Arsenic down-regulates the expression of Camk4, an important gene related to cerebellar LTD in mice.

To elucidate the molecular mechanism of arsenic (As) on motor learning and memory, concentration of As in cerebellar tissue of mice exposed to 1 ppm and 4 ppm As(2)O(3) subchronically was determined by ICP-MS, neurobehavioral changes associated with memory was examined by the Morris Water Maze test, and the critical gene expression profiles related to the Creb-dependent phase of cerebellar long-term depression (LTD) were analyzed by GeneChip.

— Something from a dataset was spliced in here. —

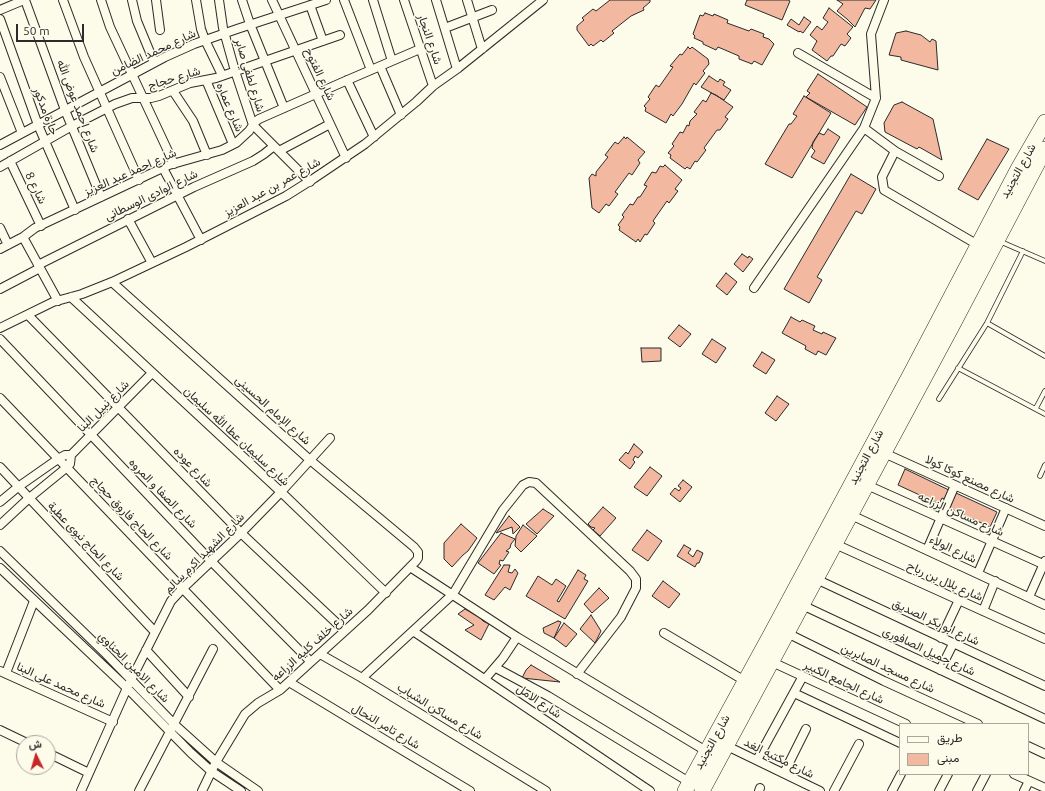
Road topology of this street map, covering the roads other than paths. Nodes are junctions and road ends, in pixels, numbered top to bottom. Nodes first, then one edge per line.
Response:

Our results showed the increased level of As concentration in cerebellar tissue of the exposed mice in a dose-response manner, longer escape latency in the experimental group than controls and the down-regulated expression of Ca(2+)/calmodulin dependent protein kinase IV (Camk4), a very important regulator in the LTD pathway. We further analyzed the influence of As on cerebellar Camk4 expression by Western blot. The quantity of Camk4 band in the group exposed to 4 ppm As(2)O(3) significantly decreased compared to the control group, agreeing well with gene microarray results. It is indicated that the accumulated As induced learning and memory impairment and impeded the Camk4 expression. Therefore, the Camk4 may be target of As-induced neurotoxicity. Furthermore, the intervention of antioxidants taurine or vitamin C did not prevent Camk4 from down-regulation, indicating that the down-regulation of Camk4 expression by As may be via an oxidation-independent way.